O Brasil, de certa forma, está passando por uma nova catequização. Desta vez, porém, não são padres comungando índios a força. São pastores de igrejas evangélicas doutrinando seguidores e, em alguns casos, impedindo-os de consumir certos produtos culturais. É sobre este embate de forças e pensamentos que se debruça o bom longa-metragem Azougue Nazaré, do estreante Tiago Melo (produtor de Bacurau e Aquarius).
Na trama, passada na interessante cidade de Nazaré da Mata, vê-se o embate entre cultura e religião. Uma parte daquele povo se converteu à religião evangélica e passou a ouvir os ensinamentos do pastor (Mestre Barachinha). Do outro lado, moradores continuam a viver respirando a cultura daquela região, muito baseada no maracatu. É a deixa para ser travado o embate polarizado entre religiosos e praticantes do maracatu.
No meio disso tudo está o casal Catita (Valmir do Côco) e Irmã Darlene (Joana Gatis). Ele vive no maracatu, sempre vestindo de mulher e aproveitando o melhor da vida. Ela, enquanto isso, ouve tudo o que o pastor fala e busca não decepcionar seus irmãos -- na casa dela, nada de maracatu, bebida e coisas do tipo. Por isso, Catita acaba vivendo nas sombras, numa vida escondida, para conseguir manter o casamento e ainda ser feliz.

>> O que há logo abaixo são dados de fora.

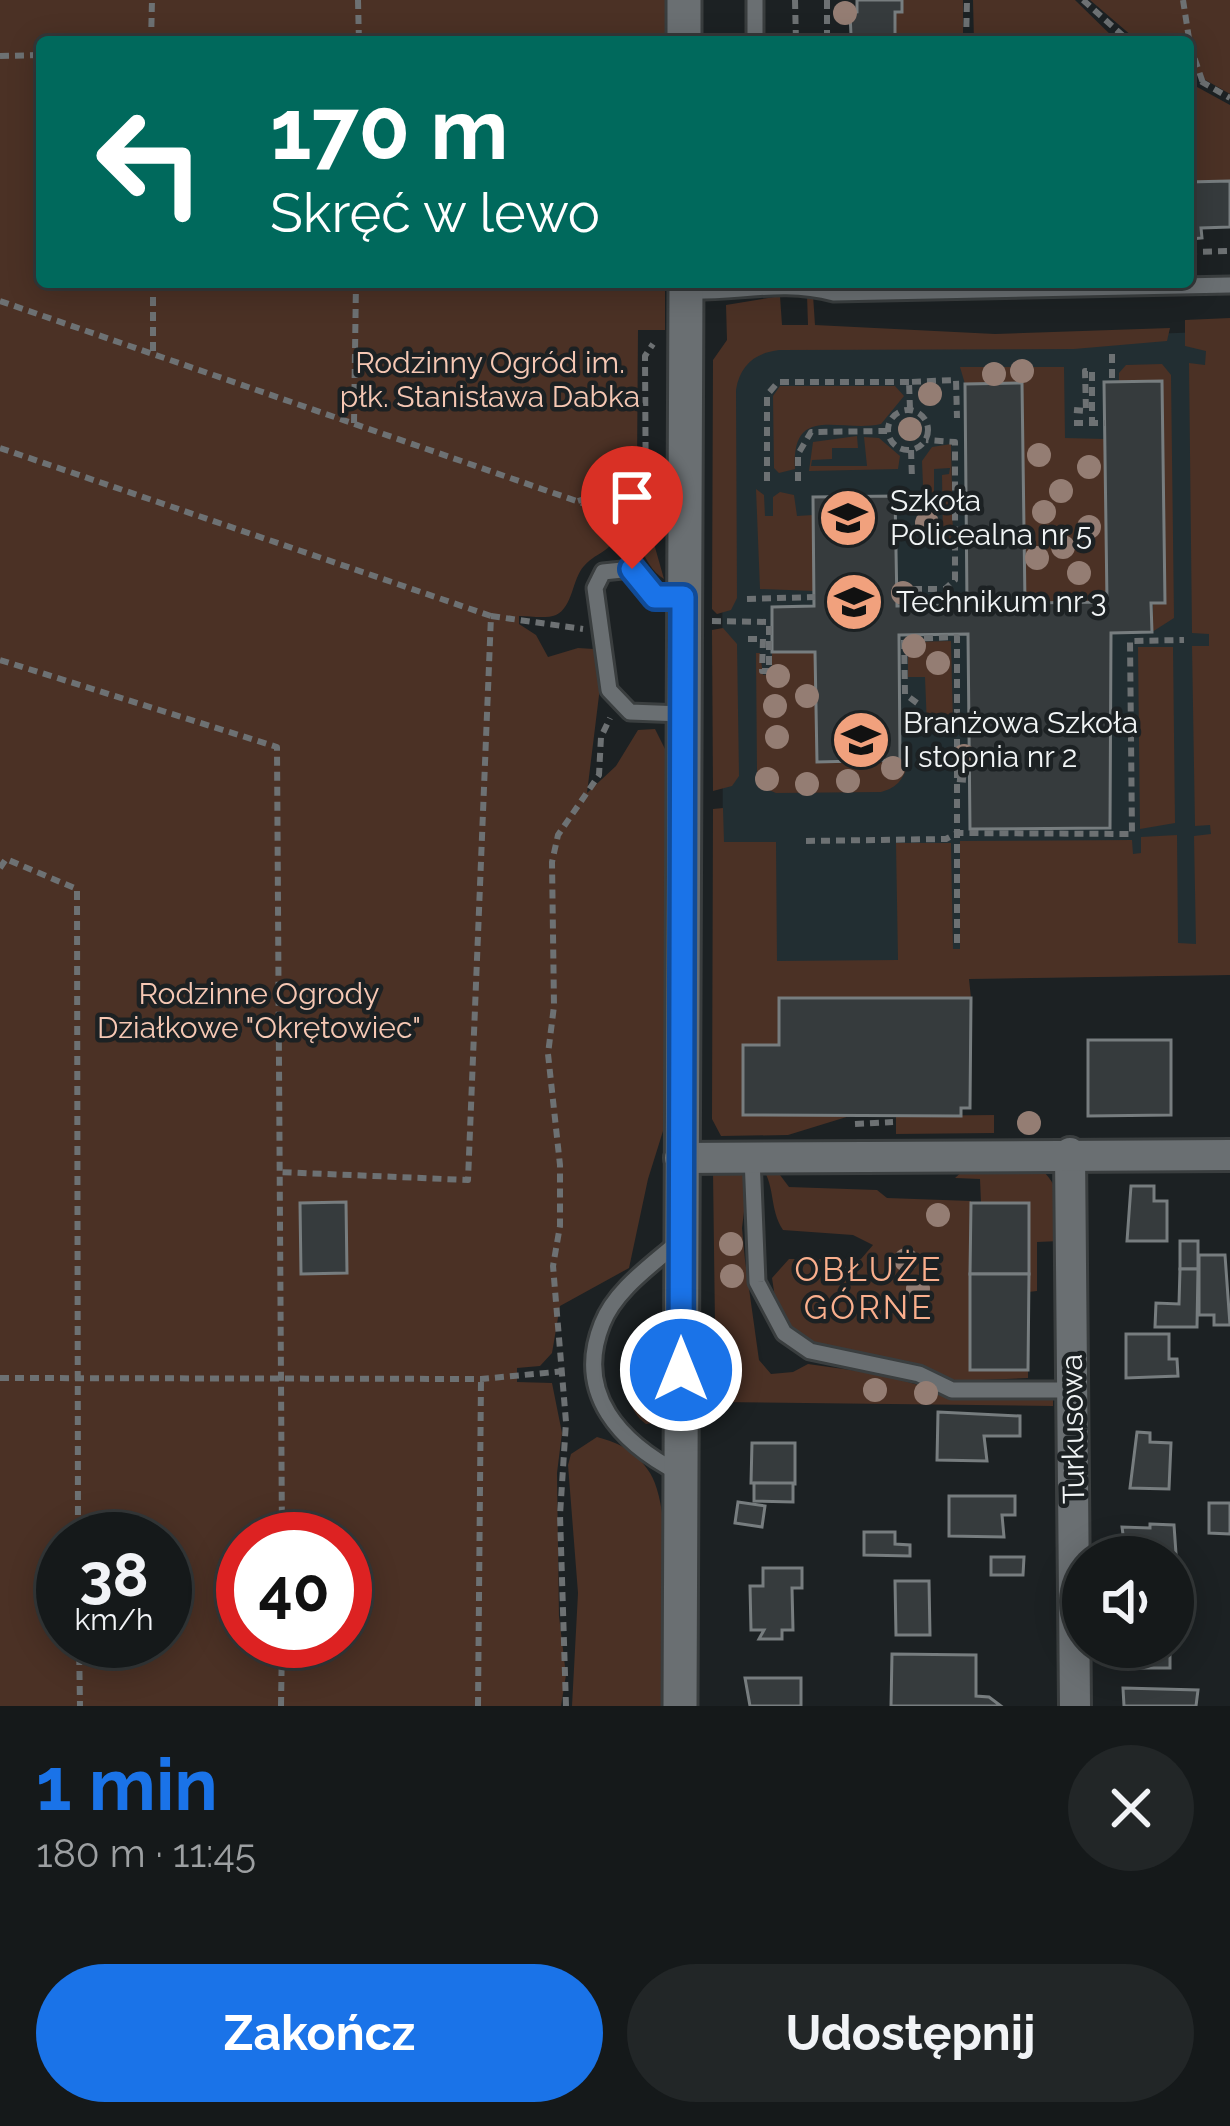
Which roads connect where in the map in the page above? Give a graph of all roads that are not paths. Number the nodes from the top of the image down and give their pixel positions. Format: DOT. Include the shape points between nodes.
graph roads {
  1 [pos="684,0"];
  2 [pos="754,0"];
  3 [pos="684,36"];
  4 [pos="755,36"];
  5 [pos="1230,285"];
  6 [pos="1194,286"];
  7 [pos="686,288"];
  8 [pos="697,288"];
  9 [pos="737,288"];
  10 [pos="815,288"];
  11 [pos="1081,288"];
  12 [pos="683,597"];
  13 [pos="682,714"];
  14 [pos="1070,1153"];
  15 [pos="1230,1155"];
  16 [pos="752,1156"];
  17 [pos="680,1158"];
  18 [pos="680,1240"];
  19 [pos="1072,1390"];
  20 [pos="681,1474"];
  21 [pos="680,1706"];
  22 [pos="1076,1706"];
  1 -- 3 [label="street"];
  2 -- 4 [label="lane"];
  5 -- 6 [label="lane"];
  7 -- 12 [label="street"];
  8 -- 9 [label="lane"];
  10 -- 11 [label="lane"];
  12 -- 13 [label="street"];
  12 -- 13 [label="lane" via="655,597 632,569 603,572 595,588 609,690 619,705"];
  13 -- 17 [label="street"];
  14 -- 15 [label="street"];
  14 -- 16 [label="street"];
  14 -- 19 [label="street, Turkusowa"];
  16 -- 17 [label="street"];
  16 -- 19 [label="lane" via="758,1282 784,1333 810,1352 919,1374 952,1390"];
  17 -- 18 [label="street"];
  18 -- 20 [label="street"];
  18 -- 20 [label="lane" via="631,1283 602,1323 593,1371 608,1416 639,1452"];
  19 -- 22 [label="street, Turkusowa"];
  20 -- 21 [label="street"];
}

Melo, habilmente, não começa contando a história desse casal de maneira crua e direta. O cineasta mostra, inicialmente, a cultura daquele lugar e a forma como a cidade se relaciona e acontece no dia a dia. Aos vinte minutos de projeção, o espectador já está imerso naquele ecossistema. Por isso, não é nem um pouco difícil entender a dinâmica de Catita e Darlene. E, principalmente, tomar um dos lados daquela equação dissonante.
Com uma atuação potente do talentoso Valmir do Côco (visto recentemente em Bacurau), cria-se uma trama de resistência, valorização da cultura e até sobre o que é, de fato, um relacionamento. A forma como as coisas se desenvolvem, e a paixão exacerbada de Catita pelo maracatu, contribuem para criar uma trama que questiona o embate entre religião e cultura. E, principalmente, o mal dessa nova evangelização.
A temática, assim, acaba seguindo os passos de alguns filmes recentes, como no belo documentário Ex-Pajé, de Luiz Bolognesi, e no fraco Divino Amor, visto no começo do ano. É um embate fácil de ser identificado e que começa a ganhar força no cinema nacional. E nada mais interessante de analisar. Afinal, é maravilhoso quando a realidade e o cinema conversam de maneira tão intensa, criativa, diversa e produtiva.
No entanto, Azougue Nazaré perde um pouco de força quando começa a acrescentar elementos místicos, sobrenaturais e folclóricos na narrativa -- inclusive, também, quando insere a trama de pessoas raivosas com um "macumbeiro" da região. Parece que a tentativa de forçar a temática da narrativa para quem ainda não a compreendeu totalmente. Assim, o filme acaba tendo um inchaço desnecessário. Dava pra tirar isso.
O resultado final, porém, é mais que positivo. De forma natural e verdadeira, Azougue Nazaré mostra uma realidade brasileira que começa a preocupar. Não há problema das pessoas seguirem suas religiões, suas crenças. Seja quais forem. O problema surge quando a cultura de um lugar começa a ser sobreposta e demonizada. O grito de Catita, reafirmando seu nome de maracatu, é o grito que todo brasileiro precisa hoje em dia.